*** RAW DATA ***

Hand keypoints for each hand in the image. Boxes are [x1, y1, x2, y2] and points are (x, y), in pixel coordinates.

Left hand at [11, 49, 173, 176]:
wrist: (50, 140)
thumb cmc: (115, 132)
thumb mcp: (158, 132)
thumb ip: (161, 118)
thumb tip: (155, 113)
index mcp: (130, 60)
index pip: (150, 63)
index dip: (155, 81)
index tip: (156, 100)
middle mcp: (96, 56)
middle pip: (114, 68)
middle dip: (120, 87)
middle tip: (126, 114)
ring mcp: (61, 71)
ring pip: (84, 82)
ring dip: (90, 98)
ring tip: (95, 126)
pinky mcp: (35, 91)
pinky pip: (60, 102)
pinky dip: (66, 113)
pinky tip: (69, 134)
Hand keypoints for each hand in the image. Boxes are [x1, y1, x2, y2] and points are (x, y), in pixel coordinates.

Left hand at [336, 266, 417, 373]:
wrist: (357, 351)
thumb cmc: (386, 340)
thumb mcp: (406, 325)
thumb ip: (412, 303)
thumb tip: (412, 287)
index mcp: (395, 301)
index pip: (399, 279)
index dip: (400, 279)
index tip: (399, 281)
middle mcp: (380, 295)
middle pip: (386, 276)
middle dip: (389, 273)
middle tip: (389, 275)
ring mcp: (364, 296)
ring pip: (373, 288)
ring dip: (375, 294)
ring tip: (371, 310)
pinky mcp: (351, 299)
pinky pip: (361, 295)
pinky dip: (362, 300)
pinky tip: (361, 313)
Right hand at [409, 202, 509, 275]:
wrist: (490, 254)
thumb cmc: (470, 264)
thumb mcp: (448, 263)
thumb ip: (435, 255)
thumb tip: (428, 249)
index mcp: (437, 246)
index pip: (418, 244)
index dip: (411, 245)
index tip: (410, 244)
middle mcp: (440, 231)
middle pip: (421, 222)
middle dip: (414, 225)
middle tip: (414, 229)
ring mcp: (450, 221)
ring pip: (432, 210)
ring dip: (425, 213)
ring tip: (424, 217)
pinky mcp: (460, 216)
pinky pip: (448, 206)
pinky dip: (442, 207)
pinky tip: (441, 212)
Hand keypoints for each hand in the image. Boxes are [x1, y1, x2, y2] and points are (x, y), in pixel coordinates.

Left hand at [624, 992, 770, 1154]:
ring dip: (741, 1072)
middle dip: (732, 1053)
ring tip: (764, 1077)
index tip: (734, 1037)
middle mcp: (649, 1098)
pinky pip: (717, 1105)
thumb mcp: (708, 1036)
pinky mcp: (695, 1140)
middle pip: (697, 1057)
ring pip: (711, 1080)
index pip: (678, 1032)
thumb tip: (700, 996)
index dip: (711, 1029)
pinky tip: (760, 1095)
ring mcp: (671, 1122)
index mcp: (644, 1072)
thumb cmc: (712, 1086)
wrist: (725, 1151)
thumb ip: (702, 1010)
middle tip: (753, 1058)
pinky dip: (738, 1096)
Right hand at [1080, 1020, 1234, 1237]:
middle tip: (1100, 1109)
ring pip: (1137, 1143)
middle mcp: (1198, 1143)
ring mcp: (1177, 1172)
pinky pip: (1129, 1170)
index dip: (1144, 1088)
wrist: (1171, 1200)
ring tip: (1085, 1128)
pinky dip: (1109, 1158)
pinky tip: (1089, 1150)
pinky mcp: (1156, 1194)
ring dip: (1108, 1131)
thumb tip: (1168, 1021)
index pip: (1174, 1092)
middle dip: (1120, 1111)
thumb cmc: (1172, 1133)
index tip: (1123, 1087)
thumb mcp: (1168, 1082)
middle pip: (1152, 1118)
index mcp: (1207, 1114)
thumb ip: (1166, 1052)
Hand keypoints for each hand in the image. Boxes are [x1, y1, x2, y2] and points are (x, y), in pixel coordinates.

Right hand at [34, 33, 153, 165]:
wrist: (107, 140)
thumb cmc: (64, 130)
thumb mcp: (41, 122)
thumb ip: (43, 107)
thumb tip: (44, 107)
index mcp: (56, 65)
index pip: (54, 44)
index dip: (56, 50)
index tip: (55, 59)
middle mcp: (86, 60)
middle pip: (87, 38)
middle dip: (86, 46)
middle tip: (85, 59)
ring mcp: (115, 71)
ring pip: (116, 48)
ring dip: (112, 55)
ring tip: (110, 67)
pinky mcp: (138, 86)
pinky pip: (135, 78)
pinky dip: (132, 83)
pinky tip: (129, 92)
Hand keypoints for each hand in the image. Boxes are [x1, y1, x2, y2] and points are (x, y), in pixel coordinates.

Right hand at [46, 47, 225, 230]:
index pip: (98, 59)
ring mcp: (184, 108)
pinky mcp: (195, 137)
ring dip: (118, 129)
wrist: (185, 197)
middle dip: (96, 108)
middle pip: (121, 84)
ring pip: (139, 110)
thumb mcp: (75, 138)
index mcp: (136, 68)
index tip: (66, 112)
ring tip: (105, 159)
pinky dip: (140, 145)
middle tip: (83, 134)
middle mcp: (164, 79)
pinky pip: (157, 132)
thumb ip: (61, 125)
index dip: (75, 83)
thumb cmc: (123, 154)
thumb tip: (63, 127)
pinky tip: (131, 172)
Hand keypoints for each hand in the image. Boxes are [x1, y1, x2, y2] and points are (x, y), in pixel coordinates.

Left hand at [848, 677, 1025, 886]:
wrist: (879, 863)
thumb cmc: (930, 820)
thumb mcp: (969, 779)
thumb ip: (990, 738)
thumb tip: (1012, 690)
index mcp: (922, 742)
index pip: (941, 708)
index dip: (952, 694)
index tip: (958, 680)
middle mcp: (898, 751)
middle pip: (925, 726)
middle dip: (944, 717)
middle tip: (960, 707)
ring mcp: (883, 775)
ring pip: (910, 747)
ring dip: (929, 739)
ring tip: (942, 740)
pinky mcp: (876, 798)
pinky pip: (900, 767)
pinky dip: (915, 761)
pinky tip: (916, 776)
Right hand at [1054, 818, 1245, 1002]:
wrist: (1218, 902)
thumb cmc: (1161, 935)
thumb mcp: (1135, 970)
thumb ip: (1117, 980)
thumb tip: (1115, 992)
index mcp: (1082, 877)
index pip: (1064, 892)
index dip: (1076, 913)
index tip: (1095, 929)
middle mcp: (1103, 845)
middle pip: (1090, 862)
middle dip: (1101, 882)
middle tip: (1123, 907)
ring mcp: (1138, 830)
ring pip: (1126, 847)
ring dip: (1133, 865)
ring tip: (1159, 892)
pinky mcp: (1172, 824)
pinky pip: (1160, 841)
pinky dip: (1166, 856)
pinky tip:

*** End of RAW DATA ***

WHAT THE TASK ASKS >> Each record above has to be set down again, word for word.

EXERCISE OUTPUT >>
Hand keypoints for each hand in the image. Boxes are [x1, y1, x2, y2] and points are (x, y), in pixel coordinates.

Left hand at [11, 49, 173, 176]:
wrist: (50, 140)
thumb cmc: (115, 132)
thumb mcp: (158, 132)
thumb ip: (161, 118)
thumb tip: (155, 113)
index mcp: (130, 60)
index pip: (150, 63)
index dip: (155, 81)
index tip: (156, 100)
middle mcp: (96, 56)
middle pip: (114, 68)
middle dip: (120, 87)
middle tip: (126, 114)
ring mcp: (61, 71)
ring pip: (84, 82)
ring dip: (90, 98)
ring tip: (95, 126)
pinky mcp: (35, 91)
pinky pip: (60, 102)
pinky dip: (66, 113)
pinky tip: (69, 134)
Hand keypoints for each hand in the image. Boxes are [x1, y1, x2, y2] and points are (x, y), in pixel coordinates.

Left hand at [336, 266, 417, 373]:
wrist: (357, 351)
thumb cmc: (386, 340)
thumb mcp: (406, 325)
thumb ip: (412, 303)
thumb tip: (412, 287)
index mcp: (395, 301)
index pip: (399, 279)
index dip: (400, 279)
index tip: (399, 281)
middle mcp: (380, 295)
middle pip: (386, 276)
middle dip: (389, 273)
middle tip: (389, 275)
ring mcp: (364, 296)
ring pip: (373, 288)
ring dip: (375, 294)
ring tip: (371, 310)
pinky mcp: (351, 299)
pinky pip: (361, 295)
pinky dip: (362, 300)
pinky tip: (361, 313)
Right hand at [409, 202, 509, 275]:
wrist: (490, 254)
thumb cmc: (470, 264)
thumb mcp: (448, 263)
thumb ip: (435, 255)
thumb tip: (428, 249)
index mcp: (437, 246)
index pip: (418, 244)
index dip: (411, 245)
index tip: (410, 244)
middle mcp: (440, 231)
middle pip: (421, 222)
middle dip: (414, 225)
middle tip: (414, 229)
ring mcp: (450, 221)
ring pip: (432, 210)
ring dip: (425, 213)
ring tip: (424, 217)
pinky mcp: (460, 216)
pinky pip: (448, 206)
pinky dip: (442, 207)
pinky tip: (441, 212)
Hand keypoints for each hand in the image. Boxes are [x1, y1, x2, y2] and points are (x, y), in pixel coordinates.

Left hand at [624, 992, 770, 1154]:
ring dip: (741, 1072)
middle dip: (732, 1053)
ring tip: (764, 1077)
index tip: (734, 1037)
middle mcp: (649, 1098)
pinky pip: (717, 1105)
thumb mcp: (708, 1036)
pinky mcp: (695, 1140)
middle pip: (697, 1057)
ring pip: (711, 1080)
index pip: (678, 1032)
thumb tip: (700, 996)
index dip: (711, 1029)
pinky tip: (760, 1095)
ring mcp: (671, 1122)
index mcp: (644, 1072)
thumb cmc: (712, 1086)
wrist: (725, 1151)
thumb ip: (702, 1010)
middle tip: (753, 1058)
pinky dip: (738, 1096)
Right hand at [1080, 1020, 1234, 1237]:
middle tip: (1100, 1109)
ring pip: (1137, 1143)
middle mcp: (1198, 1143)
ring mcp: (1177, 1172)
pinky pip: (1129, 1170)
index dip: (1144, 1088)
wrist: (1171, 1200)
ring tip: (1085, 1128)
pinky dip: (1109, 1158)
pinky tip: (1089, 1150)
pinky mcp: (1156, 1194)
ring dip: (1108, 1131)
thumb tip: (1168, 1021)
index pip: (1174, 1092)
middle dip: (1120, 1111)
thumb cmc: (1172, 1133)
index tip: (1123, 1087)
thumb mcp: (1168, 1082)
middle pip: (1152, 1118)
index mcp: (1207, 1114)
thumb ip: (1166, 1052)
Hand keypoints for each hand in the image. Boxes are [x1, y1, x2, y2] and points are (x, y), in pixel coordinates.

Right hand at [34, 33, 153, 165]:
wrist: (107, 140)
thumb cmc: (64, 130)
thumb mcp: (41, 122)
thumb ip: (43, 107)
thumb tip: (44, 107)
index mcp: (56, 65)
index pip: (54, 44)
index dip: (56, 50)
index tip: (55, 59)
middle mcp: (86, 60)
middle pip: (87, 38)
middle dip: (86, 46)
middle tip: (85, 59)
ring mcp: (115, 71)
ring pip: (116, 48)
ring dip: (112, 55)
ring tip: (110, 67)
pinky mcp: (138, 86)
pinky pip: (135, 78)
pinky dip: (132, 83)
pinky tip: (129, 92)
Hand keypoints for each hand in the image. Boxes are [x1, y1, x2, y2] and points are (x, y), in pixel coordinates.

Right hand at [46, 47, 225, 230]:
index pip: (98, 59)
ring mcp: (184, 108)
pinky mcp: (195, 137)
ring dip: (118, 129)
wrist: (185, 197)
middle dip: (96, 108)
middle pip: (121, 84)
ring pip: (139, 110)
thumb mcp: (75, 138)
index mcp: (136, 68)
index tip: (66, 112)
ring tip: (105, 159)
pinky dip: (140, 145)
middle tip: (83, 134)
middle mcp: (164, 79)
pinky pip: (157, 132)
thumb ip: (61, 125)
index dip: (75, 83)
thumb cmc: (123, 154)
thumb tip: (63, 127)
pinky tip: (131, 172)
Hand keypoints for each hand in the image. Boxes are [x1, y1, x2, y2] and points are (x, y), in pixel coordinates.

Left hand at [848, 677, 1025, 886]:
wrist: (879, 863)
thumb cmc: (930, 820)
thumb mcp: (969, 779)
thumb ip: (990, 738)
thumb tip: (1012, 690)
index mcp: (922, 742)
index pip: (941, 708)
index dip: (952, 694)
index tip: (958, 680)
middle mcp: (898, 751)
middle pip: (925, 726)
middle dip: (944, 717)
middle tip: (960, 707)
ring mcp: (883, 775)
ring pip: (910, 747)
ring dip: (929, 739)
ring tip: (942, 740)
pinky mcp: (876, 798)
pinky pip: (900, 767)
pinky dip: (915, 761)
pinky tip: (916, 776)
Right hand at [1054, 818, 1245, 1002]:
wrist: (1218, 902)
thumb cmc: (1161, 935)
thumb mcp: (1135, 970)
thumb ip: (1117, 980)
thumb tip: (1115, 992)
index mcp: (1082, 877)
index pip: (1064, 892)
index dip: (1076, 913)
index tip: (1095, 929)
middle mcp: (1103, 845)
middle pip: (1090, 862)
middle dip: (1101, 882)
middle tip: (1123, 907)
ring mcp: (1138, 830)
ring pip: (1126, 847)
ring dip: (1133, 865)
ring tip: (1159, 892)
pinky mcp: (1172, 824)
pinky pip: (1160, 841)
pinky dip: (1166, 856)
pinky tip:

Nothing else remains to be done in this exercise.